The full context of each ambassador’s contribution to the exchange is listed in the Appendix.
In a community post on July 11, Mario Morino solicited ambassadors’ thoughts on the Social Innovation Research Center’s (SIRC) report, “Social Innovation Fund: Early Results Are Promising,” which described, with reasonable qualification, positive evaluation findings for several SIF-funded programs. David Hunter’s concern with the report centered on the way in which SIRC interpreted the results of MRDC’s evaluation of Reading Partners, a volunteer tutoring program for kids who are 6-30 months behind their age-mates in reading. While taking no issue with the quality of MRDC’s research, which found “statistically significant impacts…equivalent to approximately one-and-a-half to two months of additional progress in reading,” David critiqued SIRC for concluding, “the Reading Partners model is effective.” As David stated, “I want to focus on one issue: the difference between statistical significance and social significance…and how very frequently (including in this instance) the former is treated as if it were inherently the latter.“
David illustrated his point further:
If our child was 30 months behind his or her age cohort in reading, would we be happy if that child caught up 2 months (maximum) after participating in a 28-week reading improvement program?
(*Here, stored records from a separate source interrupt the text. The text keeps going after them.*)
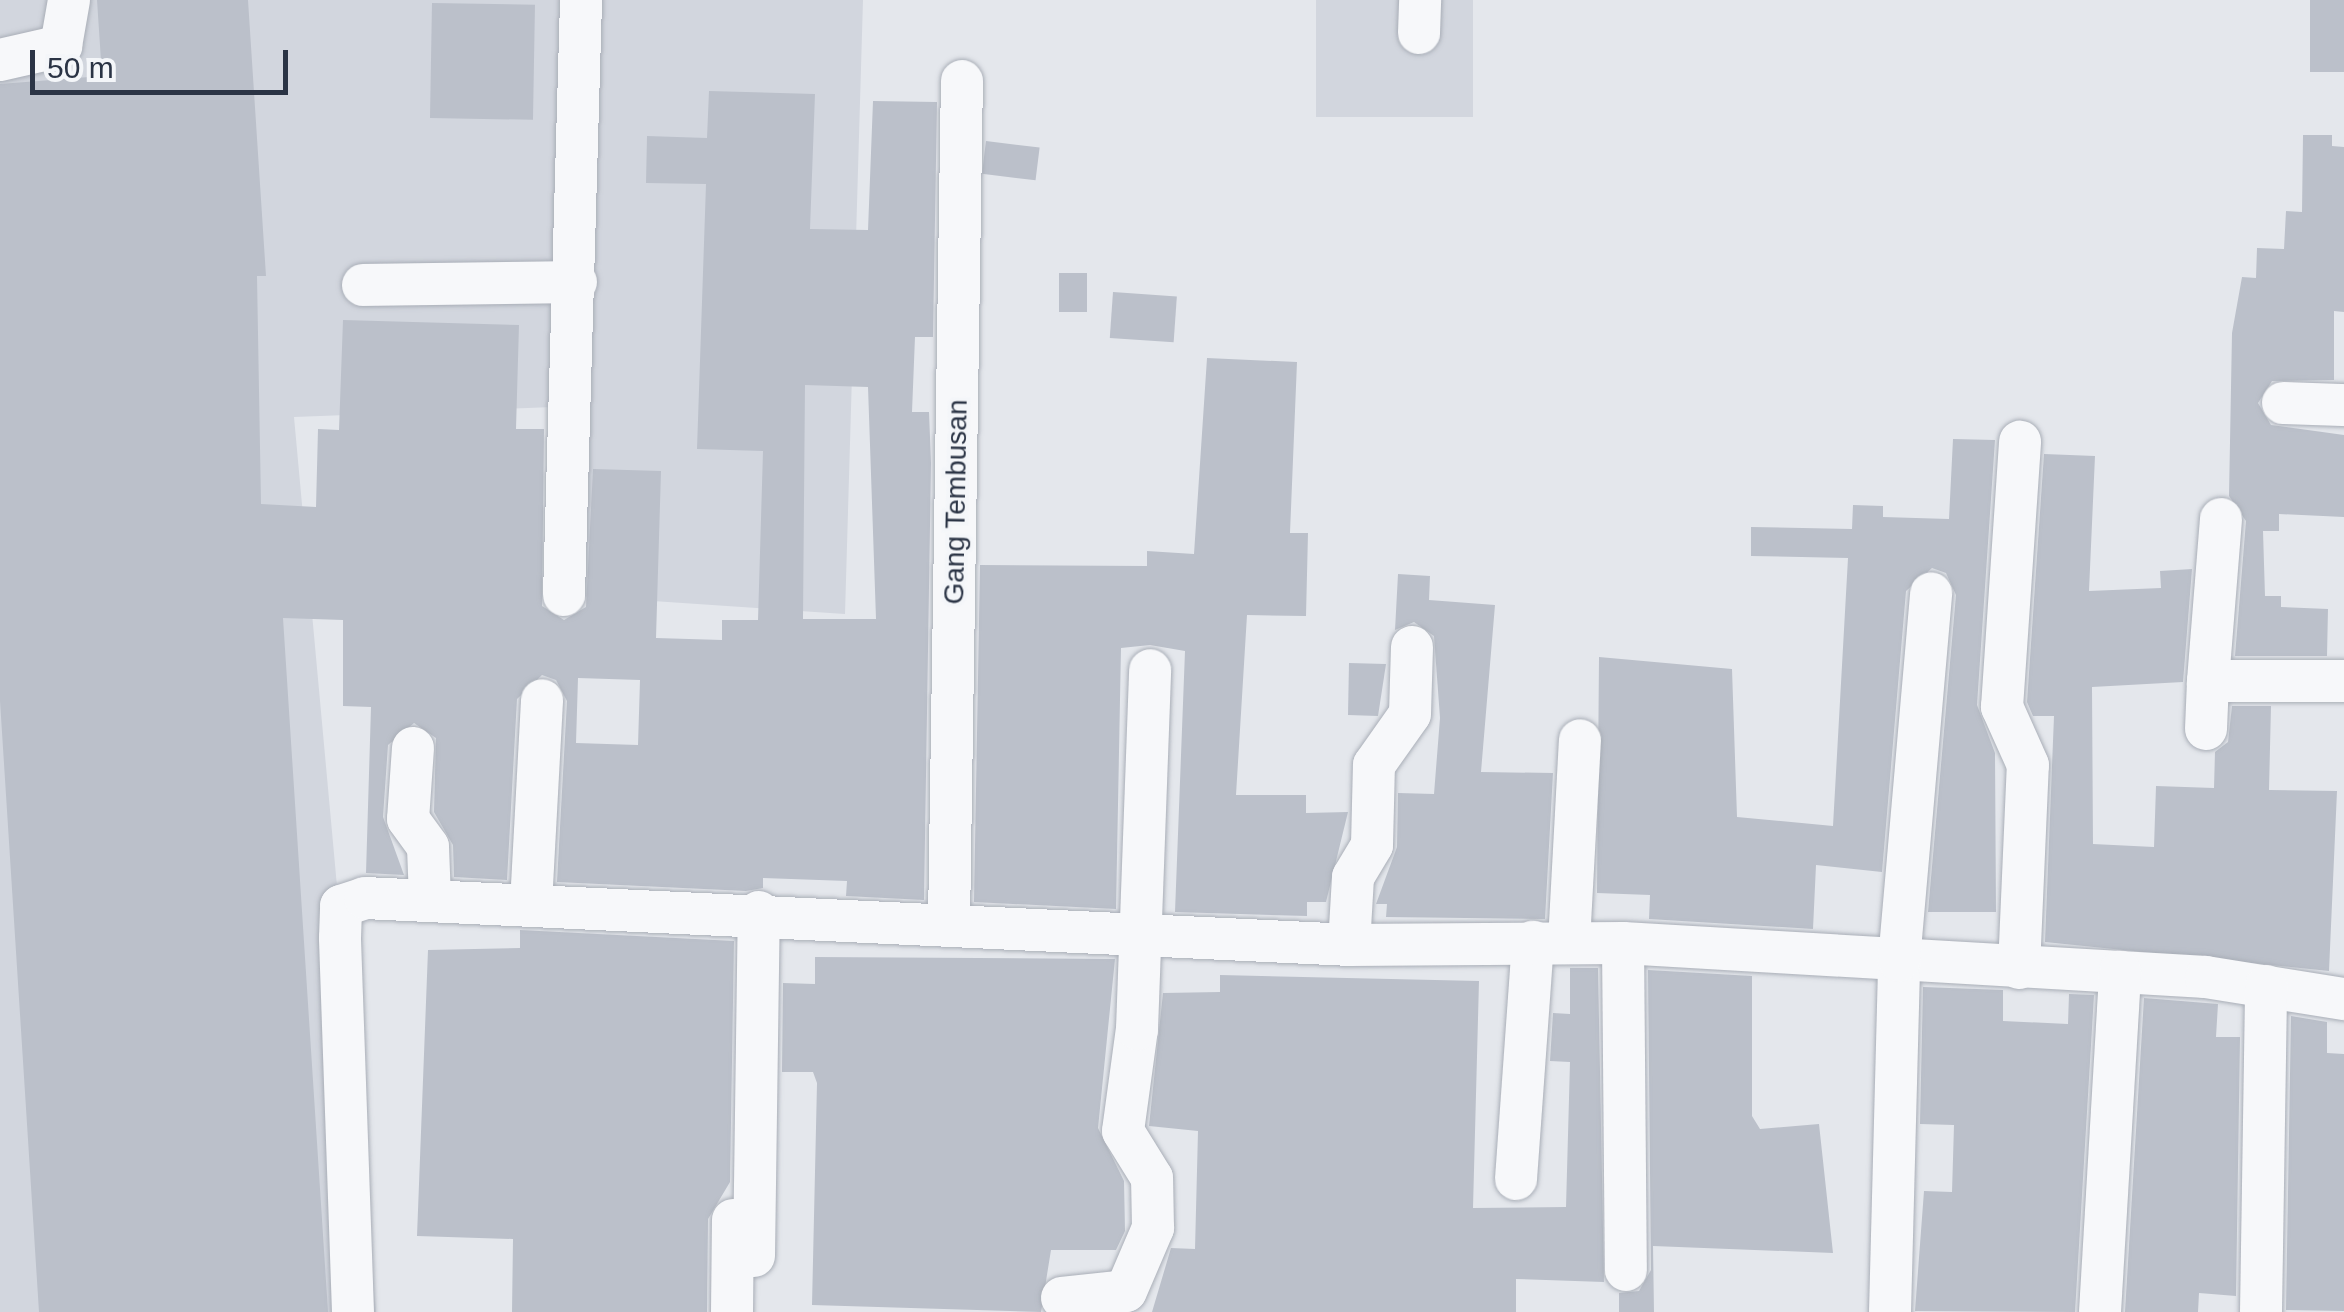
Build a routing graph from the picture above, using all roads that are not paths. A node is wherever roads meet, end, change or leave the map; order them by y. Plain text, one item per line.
1 (69, 0) edge
2 (581, 0) edge
3 (0, 60) edge
4 (962, 82) dead end
5 (576, 282) junction
6 (363, 284) dead end
7 (2284, 402) dead end
8 (2344, 405) edge
9 (2020, 442) dead end
10 (2221, 520) dead end
11 (1931, 593) dead end
12 (564, 595) dead end
13 (1412, 646) dead end
14 (1150, 670) dead end
15 (2208, 680) junction
16 (2344, 680) edge
17 (542, 700) dead end
18 (2206, 730) dead end
19 (1580, 740) dead end
20 (413, 748) dead end
21 (430, 900) junction
22 (531, 904) junction
23 (759, 912) junction
24 (949, 923) junction
25 (1136, 933) junction
26 (1551, 942) junction
27 (1623, 943) junction
28 (1349, 945) junction
29 (1899, 961) junction
30 (2019, 968) junction
31 (2120, 972) junction
32 (2266, 986) junction
33 (2344, 999) edge
34 (1516, 1179) dead end
35 (734, 1199) dead end
36 (754, 1256) dead end
37 (1626, 1270) dead end
38 (1062, 1298) dead end
39 (352, 1312) edge
40 (732, 1312) edge
41 (1890, 1312) edge
42 (2100, 1312) edge
43 (2260, 1312) edge

1 - 3 street
2 - 5 street
4 - 24 street, Gang Tembusan
5 - 6 street
5 - 12 street
7 - 8 street
9 - 30 street
10 - 15 street
11 - 29 street
13 - 28 street
14 - 25 street
15 - 16 street
15 - 18 street
17 - 22 street
19 - 26 street
20 - 21 street
21 - 22 street
21 - 39 street
22 - 23 street
23 - 24 street
23 - 36 street
24 - 25 street
25 - 28 street
25 - 38 street
26 - 27 street
26 - 28 street
26 - 34 street
27 - 29 street
27 - 37 street
29 - 30 street
29 - 41 street
30 - 31 street
31 - 32 street
31 - 42 street
32 - 33 street
32 - 43 street
35 - 40 street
He or she would still be 28 months behind and, I think it is fair to say, still at a great educational disadvantage….In other words, the report does not address whether the statistically significant impacts of Reading Partners has any social value.
Three ambassadors– Gordon Berlin, Kris Moore, and Mari Kuraishi–responded to David’s critique by offering additional considerations for assessing the value of statistical vs. social significance.
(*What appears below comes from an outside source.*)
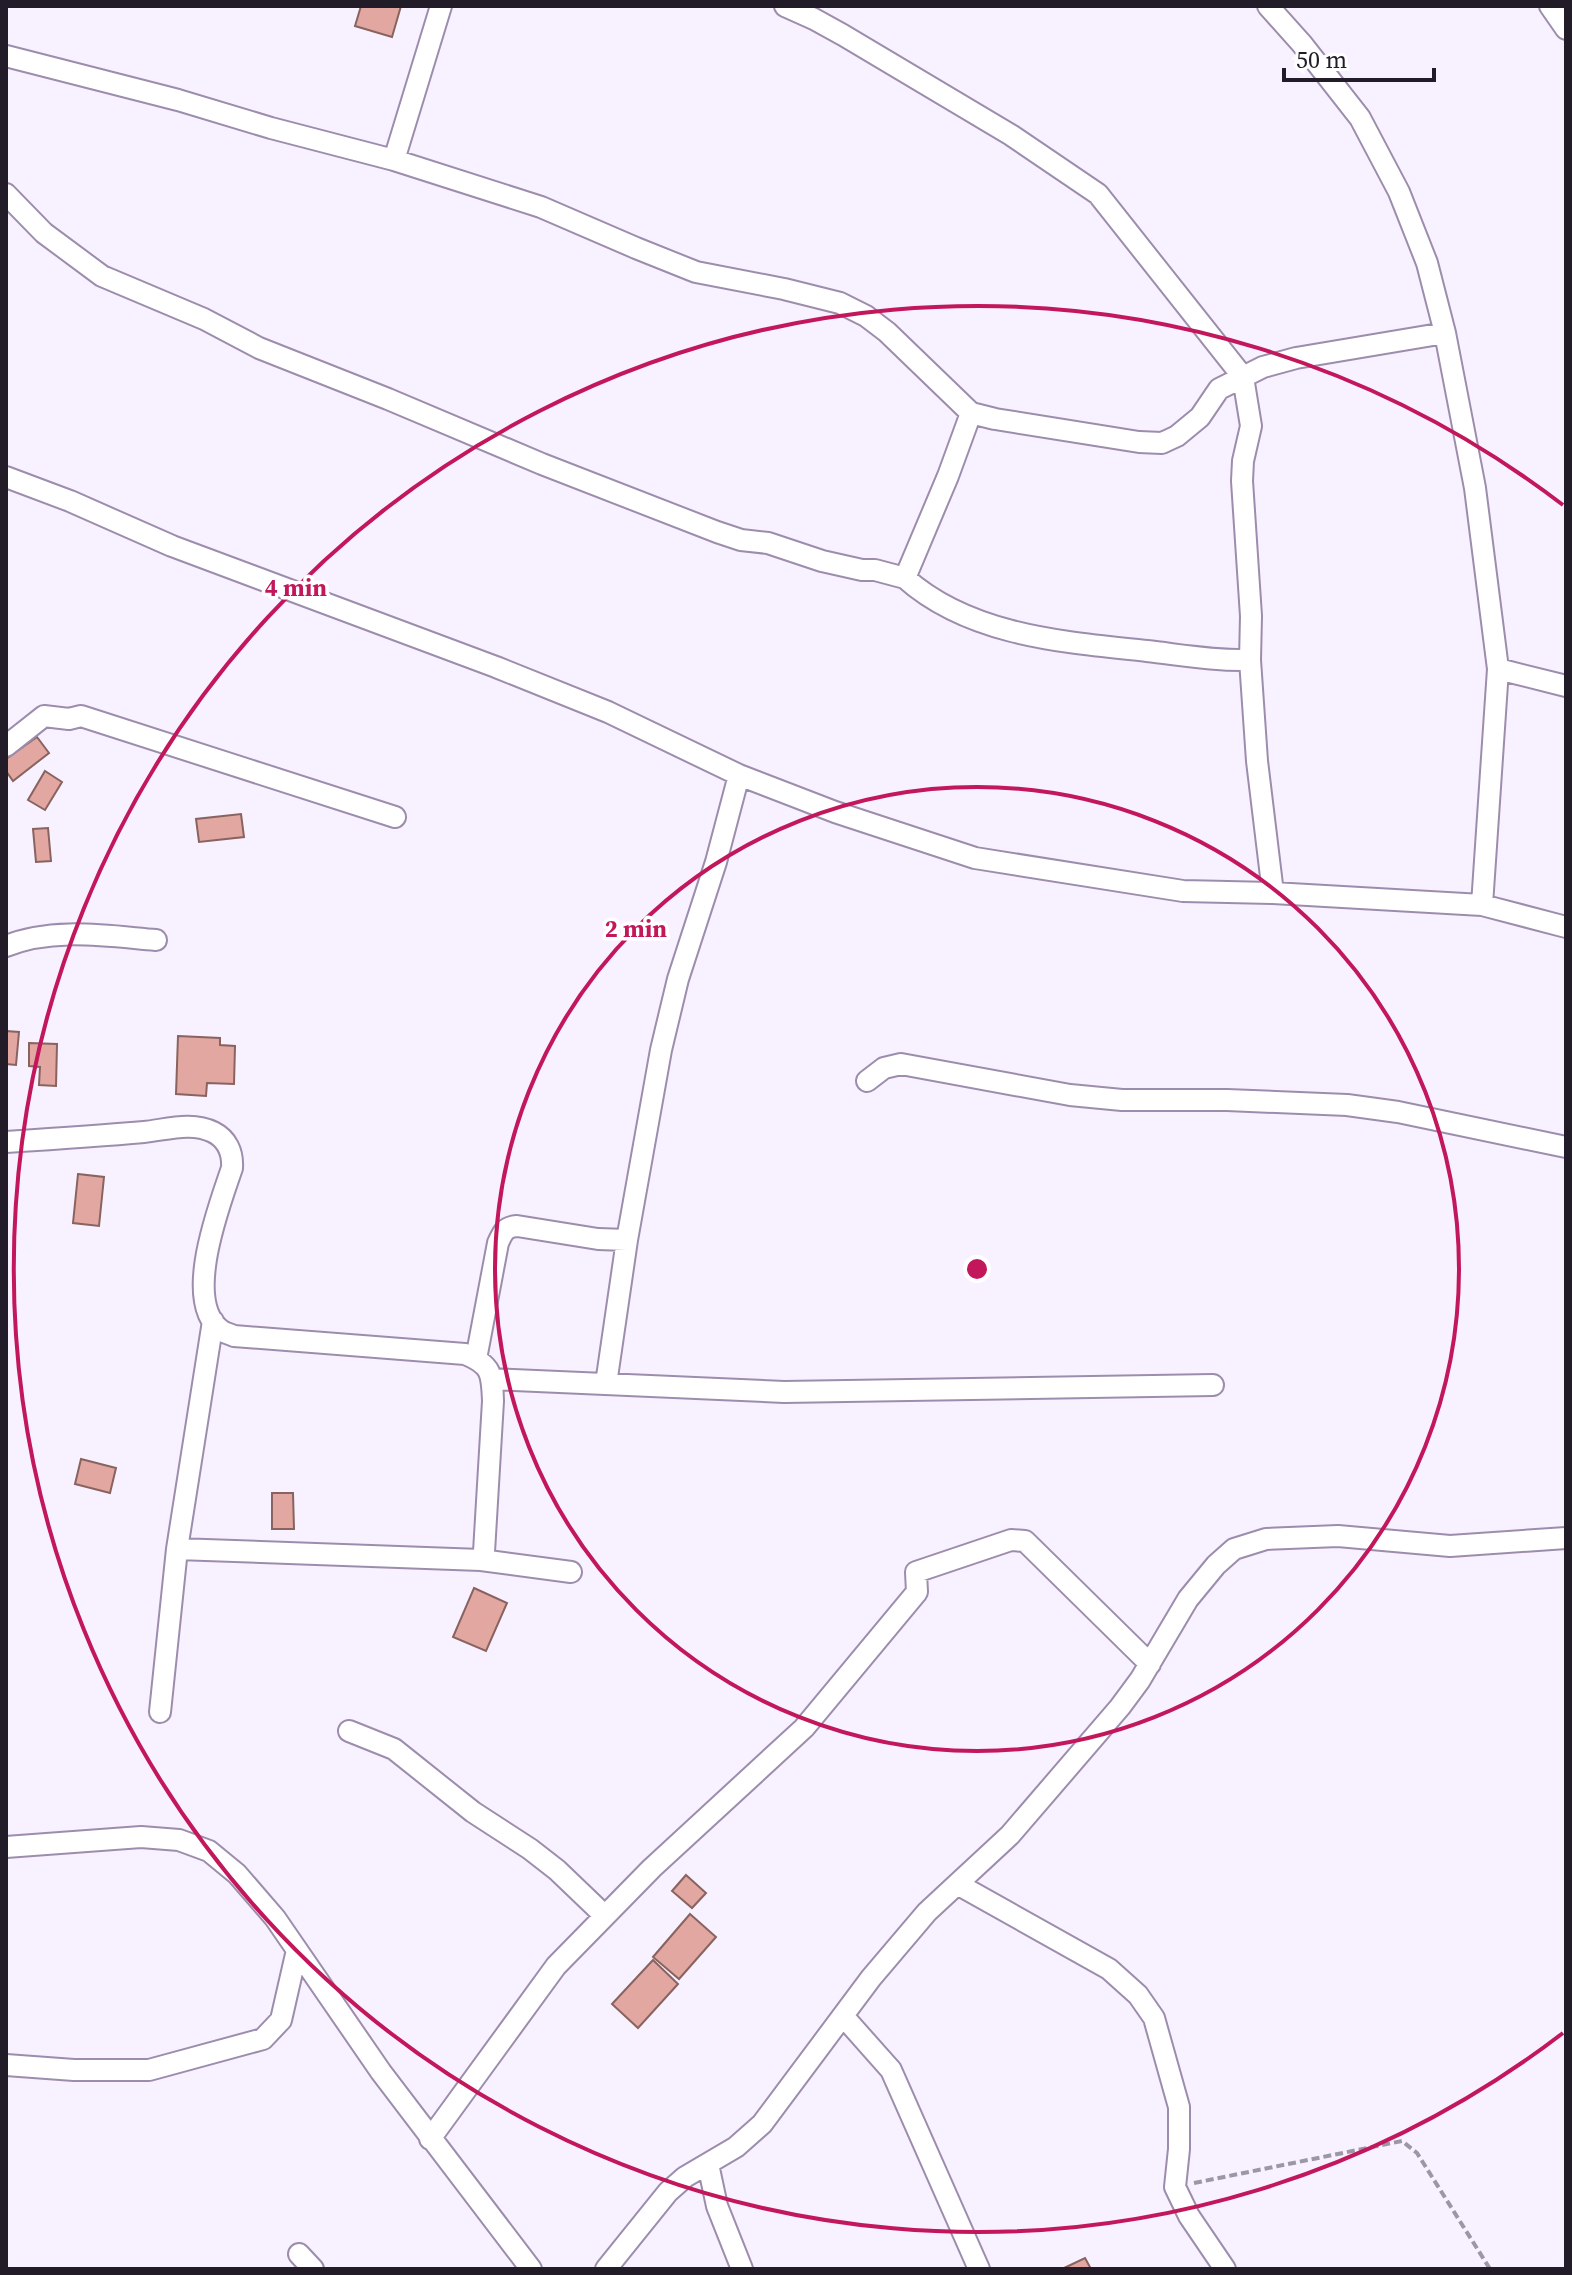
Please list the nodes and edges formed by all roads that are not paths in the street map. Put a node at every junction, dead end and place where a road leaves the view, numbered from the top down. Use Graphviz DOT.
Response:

Statistical and social significance must be considered separately
Gordon Berlin: “Statistical significance and policy relevance are not the same thing. One has to reach a judgment about any project’s results by separately considering both forms of significance.”
Statistically significant reading outcomes may signal greater value (in science, math, behavior) than a single study can determine
Kris Moore: “While I agree with these cautions, I want to add another consideration, which is that the ability to read, even a little better, makes it more likely that a child will be able to do science and math problems, and perhaps they are more likely to read on their own. And, hopefully, if school is less frustrating, a child might even behave a little better. A longitudinal follow-up with data on exploratory (as well as confirmatory) outcomes could answer these kinds of questions.”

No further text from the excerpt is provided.